··· Excerpted records
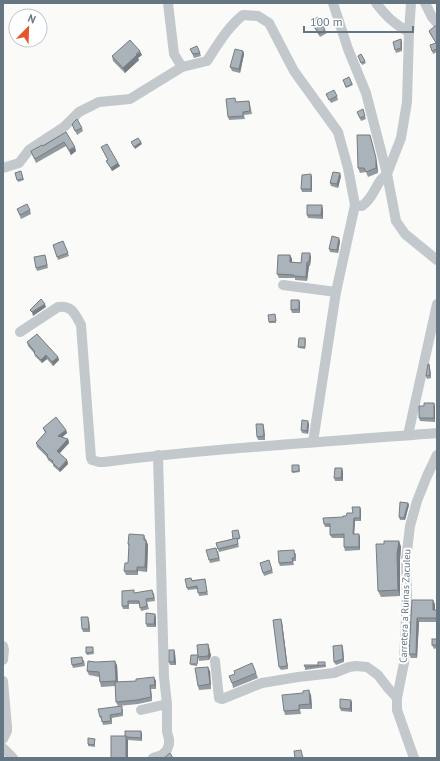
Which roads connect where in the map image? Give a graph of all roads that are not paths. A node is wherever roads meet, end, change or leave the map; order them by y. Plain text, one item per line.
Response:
1 (168, 3) edge
2 (333, 3) edge
3 (376, 3) edge
4 (411, 3) edge
5 (425, 3) edge
6 (437, 23) edge
7 (408, 32) junction
8 (182, 67) junction
9 (3, 168) edge
10 (387, 174) junction
11 (355, 205) junction
12 (437, 260) edge
13 (283, 285) dead end
14 (336, 292) junction
15 (437, 304) edge
16 (20, 332) dead end
17 (437, 433) edge
18 (408, 436) junction
19 (313, 442) junction
20 (158, 455) junction
21 (437, 455) edge
22 (3, 646) edge
23 (3, 660) edge
24 (215, 662) dead end
25 (3, 681) edge
26 (396, 698) junction
27 (167, 704) junction
28 (141, 710) dead end
29 (3, 739) edge
30 (3, 748) edge
31 (13, 758) edge
32 (153, 758) edge
33 (414, 758) edge

1 - 8 street
2 - 10 street
3 - 7 street
4 - 7 street
5 - 6 street
7 - 10 street
8 - 9 street
8 - 11 street
10 - 11 street
10 - 12 street
11 - 14 street
13 - 14 street
14 - 19 street
15 - 18 street
16 - 20 street
17 - 18 street
18 - 19 street
19 - 20 street
20 - 27 street
21 - 26 street, Carretera a Ruinas Zaculeu
22 - 23 street
24 - 26 street
25 - 29 street
26 - 33 street, Carretera a Ruinas Zaculeu
27 - 28 street
27 - 32 street
30 - 31 street

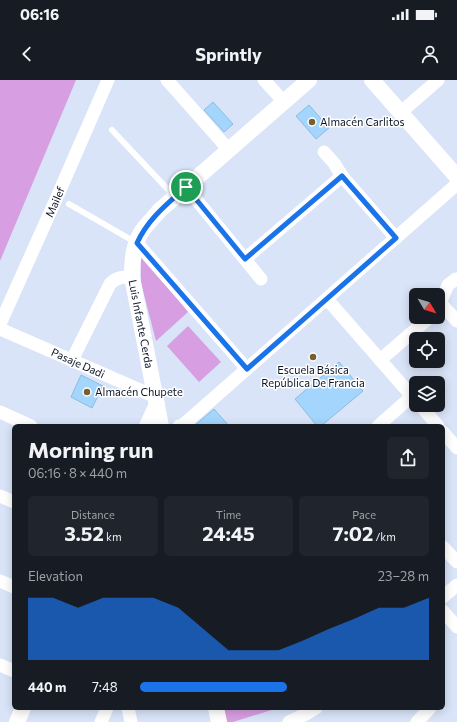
······
• Work item:
Each line above where the word "Ruinas" occurs should be copied out.

• Result of the task:
21 - 26 street, Carretera a Ruinas Zaculeu
26 - 33 street, Carretera a Ruinas Zaculeu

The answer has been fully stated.